_Exercise_
All lines of the material must be output verbatim.

_Dataset excerpts_
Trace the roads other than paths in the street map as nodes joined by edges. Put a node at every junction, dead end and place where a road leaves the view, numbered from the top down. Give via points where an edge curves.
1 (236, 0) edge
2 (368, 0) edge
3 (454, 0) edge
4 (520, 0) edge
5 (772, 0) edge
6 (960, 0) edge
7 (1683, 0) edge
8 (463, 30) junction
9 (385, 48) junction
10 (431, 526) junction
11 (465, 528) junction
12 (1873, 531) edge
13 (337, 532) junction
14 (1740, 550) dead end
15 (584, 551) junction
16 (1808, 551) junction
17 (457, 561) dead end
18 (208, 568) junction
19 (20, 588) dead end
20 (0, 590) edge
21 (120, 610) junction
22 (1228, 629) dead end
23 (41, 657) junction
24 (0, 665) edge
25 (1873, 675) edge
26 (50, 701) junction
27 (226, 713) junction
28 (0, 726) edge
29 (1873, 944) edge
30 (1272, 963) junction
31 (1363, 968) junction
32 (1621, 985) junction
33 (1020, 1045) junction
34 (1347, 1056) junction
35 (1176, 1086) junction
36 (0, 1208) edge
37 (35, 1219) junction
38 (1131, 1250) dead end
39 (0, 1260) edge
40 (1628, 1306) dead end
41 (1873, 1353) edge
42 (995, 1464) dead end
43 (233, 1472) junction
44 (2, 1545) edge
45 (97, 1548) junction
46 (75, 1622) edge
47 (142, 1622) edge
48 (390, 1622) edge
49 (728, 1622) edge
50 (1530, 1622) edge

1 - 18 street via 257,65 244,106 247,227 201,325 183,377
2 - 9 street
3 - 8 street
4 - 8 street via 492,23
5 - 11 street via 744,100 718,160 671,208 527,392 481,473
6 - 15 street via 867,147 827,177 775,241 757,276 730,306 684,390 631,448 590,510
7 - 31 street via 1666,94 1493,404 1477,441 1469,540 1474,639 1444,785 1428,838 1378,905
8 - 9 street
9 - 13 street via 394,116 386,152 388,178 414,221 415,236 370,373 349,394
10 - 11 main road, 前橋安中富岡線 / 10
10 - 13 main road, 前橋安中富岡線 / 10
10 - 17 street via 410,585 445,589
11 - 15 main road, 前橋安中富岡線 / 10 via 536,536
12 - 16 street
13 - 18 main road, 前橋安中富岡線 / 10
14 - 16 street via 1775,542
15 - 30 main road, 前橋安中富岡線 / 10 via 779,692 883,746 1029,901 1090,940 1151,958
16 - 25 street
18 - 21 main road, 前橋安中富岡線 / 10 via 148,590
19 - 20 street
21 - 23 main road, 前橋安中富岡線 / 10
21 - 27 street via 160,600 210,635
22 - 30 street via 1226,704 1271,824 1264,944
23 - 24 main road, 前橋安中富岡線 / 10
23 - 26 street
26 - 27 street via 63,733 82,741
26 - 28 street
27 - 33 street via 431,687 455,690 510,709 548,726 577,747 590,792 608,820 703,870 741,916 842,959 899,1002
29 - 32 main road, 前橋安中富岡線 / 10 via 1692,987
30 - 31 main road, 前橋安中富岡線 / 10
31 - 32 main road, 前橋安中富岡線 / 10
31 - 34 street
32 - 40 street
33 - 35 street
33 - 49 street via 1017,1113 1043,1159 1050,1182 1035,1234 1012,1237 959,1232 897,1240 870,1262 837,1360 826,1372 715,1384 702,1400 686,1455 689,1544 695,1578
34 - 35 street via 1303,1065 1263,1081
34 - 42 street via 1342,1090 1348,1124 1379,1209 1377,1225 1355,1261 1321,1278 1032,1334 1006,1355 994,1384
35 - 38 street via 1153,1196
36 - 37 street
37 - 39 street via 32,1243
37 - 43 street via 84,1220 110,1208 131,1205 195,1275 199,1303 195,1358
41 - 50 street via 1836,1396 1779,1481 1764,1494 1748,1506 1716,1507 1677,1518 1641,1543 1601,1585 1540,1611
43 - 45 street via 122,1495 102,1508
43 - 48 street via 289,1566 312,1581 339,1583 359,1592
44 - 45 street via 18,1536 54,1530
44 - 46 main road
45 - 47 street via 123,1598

_Reply to the exercise_
Trace the roads other than paths in the street map as nodes joined by edges. Put a node at every junction, dead end and place where a road leaves the view, numbered from the top down. Give via points where an edge curves.
1 (236, 0) edge
2 (368, 0) edge
3 (454, 0) edge
4 (520, 0) edge
5 (772, 0) edge
6 (960, 0) edge
7 (1683, 0) edge
8 (463, 30) junction
9 (385, 48) junction
10 (431, 526) junction
11 (465, 528) junction
12 (1873, 531) edge
13 (337, 532) junction
14 (1740, 550) dead end
15 (584, 551) junction
16 (1808, 551) junction
17 (457, 561) dead end
18 (208, 568) junction
19 (20, 588) dead end
20 (0, 590) edge
21 (120, 610) junction
22 (1228, 629) dead end
23 (41, 657) junction
24 (0, 665) edge
25 (1873, 675) edge
26 (50, 701) junction
27 (226, 713) junction
28 (0, 726) edge
29 (1873, 944) edge
30 (1272, 963) junction
31 (1363, 968) junction
32 (1621, 985) junction
33 (1020, 1045) junction
34 (1347, 1056) junction
35 (1176, 1086) junction
36 (0, 1208) edge
37 (35, 1219) junction
38 (1131, 1250) dead end
39 (0, 1260) edge
40 (1628, 1306) dead end
41 (1873, 1353) edge
42 (995, 1464) dead end
43 (233, 1472) junction
44 (2, 1545) edge
45 (97, 1548) junction
46 (75, 1622) edge
47 (142, 1622) edge
48 (390, 1622) edge
49 (728, 1622) edge
50 (1530, 1622) edge

1 - 18 street via 257,65 244,106 247,227 201,325 183,377
2 - 9 street
3 - 8 street
4 - 8 street via 492,23
5 - 11 street via 744,100 718,160 671,208 527,392 481,473
6 - 15 street via 867,147 827,177 775,241 757,276 730,306 684,390 631,448 590,510
7 - 31 street via 1666,94 1493,404 1477,441 1469,540 1474,639 1444,785 1428,838 1378,905
8 - 9 street
9 - 13 street via 394,116 386,152 388,178 414,221 415,236 370,373 349,394
10 - 11 main road, 前橋安中富岡線 / 10
10 - 13 main road, 前橋安中富岡線 / 10
10 - 17 street via 410,585 445,589
11 - 15 main road, 前橋安中富岡線 / 10 via 536,536
12 - 16 street
13 - 18 main road, 前橋安中富岡線 / 10
14 - 16 street via 1775,542
15 - 30 main road, 前橋安中富岡線 / 10 via 779,692 883,746 1029,901 1090,940 1151,958
16 - 25 street
18 - 21 main road, 前橋安中富岡線 / 10 via 148,590
19 - 20 street
21 - 23 main road, 前橋安中富岡線 / 10
21 - 27 street via 160,600 210,635
22 - 30 street via 1226,704 1271,824 1264,944
23 - 24 main road, 前橋安中富岡線 / 10
23 - 26 street
26 - 27 street via 63,733 82,741
26 - 28 street
27 - 33 street via 431,687 455,690 510,709 548,726 577,747 590,792 608,820 703,870 741,916 842,959 899,1002
29 - 32 main road, 前橋安中富岡線 / 10 via 1692,987
30 - 31 main road, 前橋安中富岡線 / 10
31 - 32 main road, 前橋安中富岡線 / 10
31 - 34 street
32 - 40 street
33 - 35 street
33 - 49 street via 1017,1113 1043,1159 1050,1182 1035,1234 1012,1237 959,1232 897,1240 870,1262 837,1360 826,1372 715,1384 702,1400 686,1455 689,1544 695,1578
34 - 35 street via 1303,1065 1263,1081
34 - 42 street via 1342,1090 1348,1124 1379,1209 1377,1225 1355,1261 1321,1278 1032,1334 1006,1355 994,1384
35 - 38 street via 1153,1196
36 - 37 street
37 - 39 street via 32,1243
37 - 43 street via 84,1220 110,1208 131,1205 195,1275 199,1303 195,1358
41 - 50 street via 1836,1396 1779,1481 1764,1494 1748,1506 1716,1507 1677,1518 1641,1543 1601,1585 1540,1611
43 - 45 street via 122,1495 102,1508
43 - 48 street via 289,1566 312,1581 339,1583 359,1592
44 - 45 street via 18,1536 54,1530
44 - 46 main road
45 - 47 street via 123,1598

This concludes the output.